§ **Try it**: Look over the entries and say how many lines include the word "nodes". Only the number, please.

§ **Records for the exercise**:
Start of Block
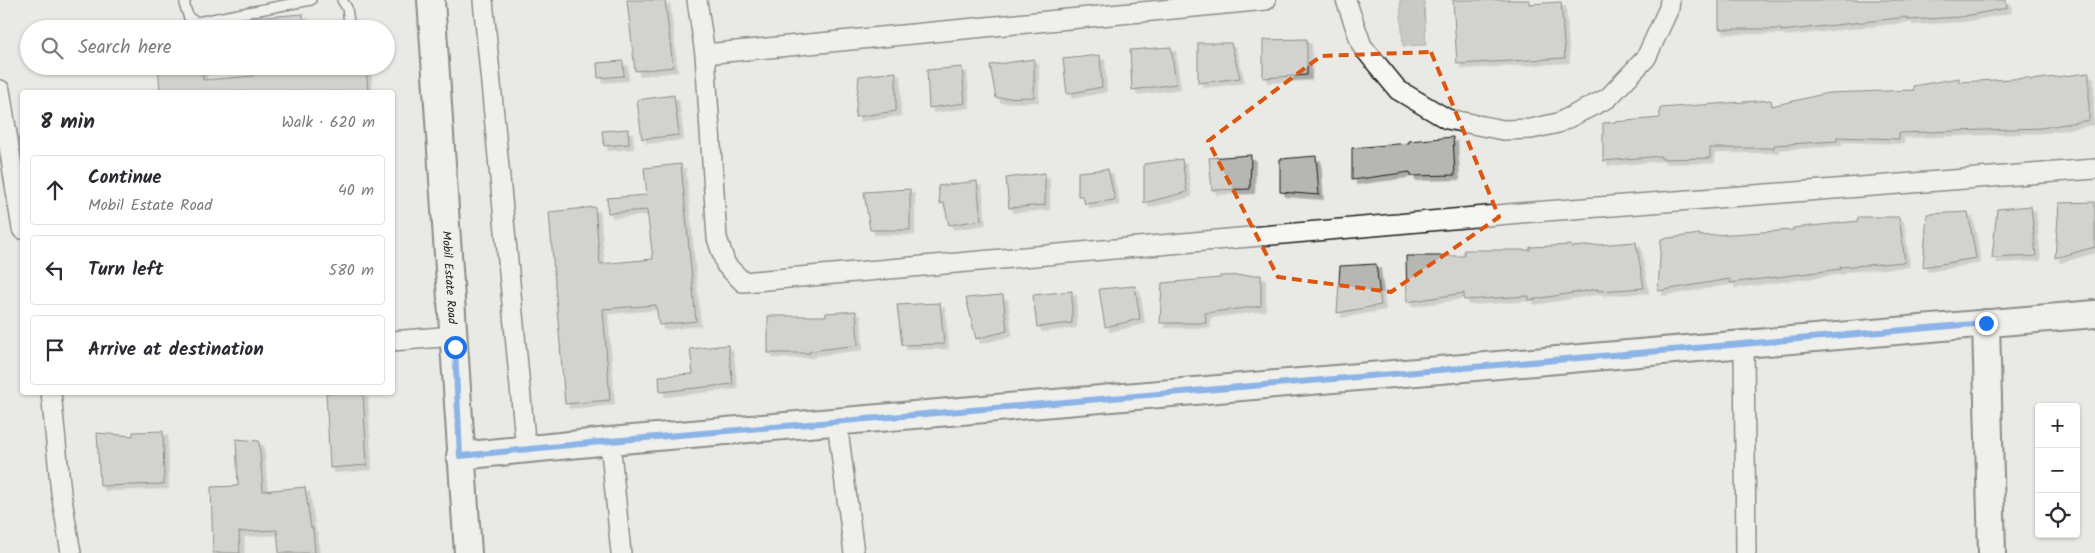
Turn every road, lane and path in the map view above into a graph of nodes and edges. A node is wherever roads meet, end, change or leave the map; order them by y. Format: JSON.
{"nodes":[{"id":1,"x":185,"y":0,"type":"edge"},
{"id":2,"x":311,"y":0,"type":"edge"},
{"id":3,"x":342,"y":0,"type":"edge"},
{"id":4,"x":431,"y":0,"type":"edge"},
{"id":5,"x":483,"y":0,"type":"edge"},
{"id":6,"x":697,"y":0,"type":"edge"},
{"id":7,"x":1266,"y":0,"type":"edge"},
{"id":8,"x":1346,"y":0,"type":"edge"},
{"id":9,"x":1670,"y":0,"type":"edge"},
{"id":10,"x":193,"y":20,"type":"edge"},
{"id":11,"x":207,"y":20,"type":"edge"},
{"id":12,"x":349,"y":20,"type":"edge"},
{"id":13,"x":705,"y":54,"type":"junction"},
{"id":14,"x":0,"y":90,"type":"edge"},
{"id":15,"x":2095,"y":169,"type":"edge"},
{"id":16,"x":20,"y":216,"type":"edge"},
{"id":17,"x":2095,"y":314,"type":"edge"},
{"id":18,"x":1986,"y":323,"type":"junction"},
{"id":19,"x":454,"y":336,"type":"junction"},
{"id":20,"x":395,"y":341,"type":"edge"},
{"id":21,"x":1744,"y":344,"type":"junction"},
{"id":22,"x":51,"y":395,"type":"edge"},
{"id":23,"x":837,"y":422,"type":"junction"},
{"id":24,"x":610,"y":441,"type":"junction"},
{"id":25,"x":526,"y":450,"type":"junction"},
{"id":26,"x":460,"y":456,"type":"junction"},
{"id":27,"x":71,"y":553,"type":"edge"},
{"id":28,"x":468,"y":553,"type":"edge"},
{"id":29,"x":621,"y":553,"type":"edge"},
{"id":30,"x":854,"y":553,"type":"edge"},
{"id":31,"x":1746,"y":553,"type":"edge"},
{"id":32,"x":1992,"y":553,"type":"edge"}],
"edges":[{"from":1,"to":10,"type":"lane"},
{"from":2,"to":11,"type":"lane"},
{"from":3,"to":12,"type":"lane"},
{"from":4,"to":19,"type":"street","name":"Mobil Estate Road"},
{"from":5,"to":25,"type":"street"},
{"from":6,"to":13,"type":"street"},
{"from":7,"to":13,"type":"street"},
{"from":8,"to":9,"type":"street"},
{"from":13,"to":15,"type":"street"},
{"from":14,"to":16,"type":"street"},
{"from":17,"to":18,"type":"street"},
{"from":18,"to":21,"type":"street"},
{"from":18,"to":32,"type":"street"},
{"from":19,"to":20,"type":"street"},
{"from":19,"to":26,"type":"street","name":"Mobil Estate Road"},
{"from":21,"to":23,"type":"street"},
{"from":21,"to":31,"type":"street"},
{"from":22,"to":27,"type":"street"},
{"from":23,"to":24,"type":"street"},
{"from":23,"to":30,"type":"street"},
{"from":24,"to":25,"type":"street"},
{"from":24,"to":29,"type":"street"},
{"from":25,"to":26,"type":"street"},
{"from":26,"to":28,"type":"street","name":"Mobil Estate Road"}]}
End of Block
§ **Response to the task**: 2